The research will help ensure treatment can be delivered accurately even in the presence of the strong magnetic fields required for MRI – a major challenge because the two technologies are usually incompatible.

Significant benefits for cancer patients

Professor Uwe Oelfke, Head of the Joint Department of Physics at The Royal Marsden and the ICR, said: “Radiotherapy is a hugely important and highly effective element of cancer treatment, but we need to develop new and smarter ways to direct X-rays at tumours and further reduce the side effects associated with collateral damage to healthy tissue.

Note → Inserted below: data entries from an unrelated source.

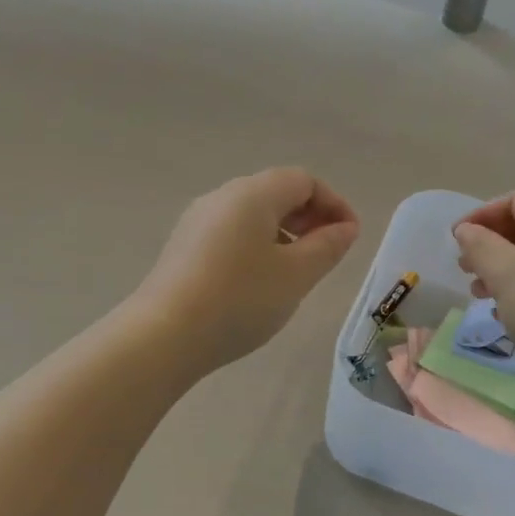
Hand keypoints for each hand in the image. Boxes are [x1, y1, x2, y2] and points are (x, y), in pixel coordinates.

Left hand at [131, 168, 359, 375]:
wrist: (164, 336)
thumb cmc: (240, 299)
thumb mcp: (296, 275)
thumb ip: (327, 247)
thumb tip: (345, 228)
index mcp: (252, 194)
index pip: (304, 180)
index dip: (334, 204)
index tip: (350, 238)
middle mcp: (222, 197)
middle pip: (276, 192)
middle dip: (309, 217)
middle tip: (329, 253)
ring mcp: (197, 221)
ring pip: (252, 214)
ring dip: (284, 233)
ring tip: (298, 270)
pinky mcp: (183, 247)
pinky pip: (231, 233)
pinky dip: (258, 245)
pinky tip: (261, 281)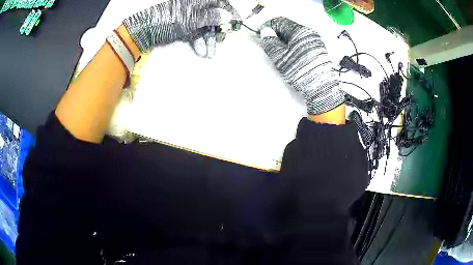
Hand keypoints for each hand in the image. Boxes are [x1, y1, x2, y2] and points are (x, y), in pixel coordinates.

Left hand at [123, 0, 239, 54]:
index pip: (220, 3)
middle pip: (214, 16)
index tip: (236, 23)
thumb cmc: (167, 21)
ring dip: (209, 40)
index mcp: (198, 1)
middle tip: (222, 39)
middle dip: (219, 29)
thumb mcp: (191, 18)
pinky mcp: (183, 27)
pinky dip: (199, 42)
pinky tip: (202, 50)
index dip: (230, 12)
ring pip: (205, 27)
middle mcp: (195, 7)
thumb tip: (227, 15)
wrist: (145, 31)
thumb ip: (211, 16)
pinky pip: (196, 33)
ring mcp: (189, 18)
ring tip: (211, 52)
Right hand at [260, 17, 344, 114]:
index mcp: (300, 30)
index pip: (280, 21)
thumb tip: (265, 32)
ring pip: (295, 35)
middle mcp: (310, 32)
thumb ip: (270, 42)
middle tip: (267, 43)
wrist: (321, 88)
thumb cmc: (299, 70)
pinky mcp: (318, 50)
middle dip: (276, 33)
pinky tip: (289, 54)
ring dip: (284, 39)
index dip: (267, 26)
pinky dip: (293, 45)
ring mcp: (316, 41)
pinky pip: (302, 42)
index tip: (259, 34)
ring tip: (277, 50)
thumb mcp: (280, 57)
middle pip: (288, 27)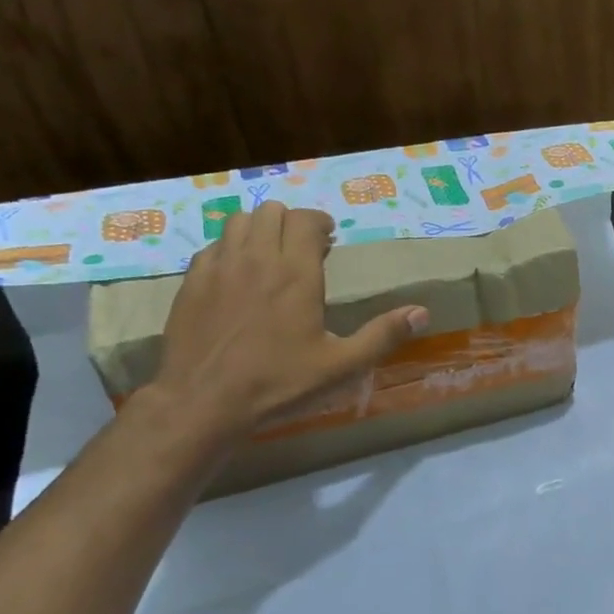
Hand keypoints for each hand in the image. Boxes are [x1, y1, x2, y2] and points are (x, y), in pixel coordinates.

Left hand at [146, 201, 427, 443]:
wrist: (203, 402)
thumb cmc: (279, 383)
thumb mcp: (341, 366)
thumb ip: (382, 336)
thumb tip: (422, 312)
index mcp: (295, 273)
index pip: (306, 220)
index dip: (320, 223)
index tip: (329, 239)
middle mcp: (256, 259)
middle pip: (271, 212)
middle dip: (291, 222)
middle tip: (304, 247)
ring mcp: (218, 267)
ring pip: (238, 221)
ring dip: (258, 229)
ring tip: (270, 254)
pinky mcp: (191, 282)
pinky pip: (213, 247)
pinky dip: (230, 249)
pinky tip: (237, 276)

“I’m very excited to be part of the first research collaboration in the UK to gain access to Elekta’s state-of-the-art MR Linac system. Our research teams will use the MR Linac facility to develop real-time MRI to shape radiation beams to where the tumour is, even as it moves within the body. This new technology has the potential to improve the effectiveness of radiotherapy by targeting high doses of radiation to exactly where they are needed, and to have significant benefits for cancer patients. In the future we foresee that MRI-guided radiation therapy will lead to an even more personalised treatment by exploiting functional and biological information provided by MRI images.”

Professor Christopher Nutting, Consultant Clinical Oncologist at The Royal Marsden and Joint Head of the Division of Imaging and Radiotherapy at the ICR, said: “We are delighted to join this pioneering research partnership to develop the MR Linac, which represents the very latest in radiotherapy technology. It’s hugely exciting to be at the forefront of research into new approaches to radiotherapy, with the potential to directly benefit patients at our hospital and across the NHS.”

Kevin Brown, Global Vice President, Scientific Research at Elekta, said: “We are very excited to have the team of clinicians and scientists from the ICR and The Royal Marsden to join this collaborative effort to maximise the value to patients of this new technology. We will need to overcome many challenges and their expertise will be invaluable.”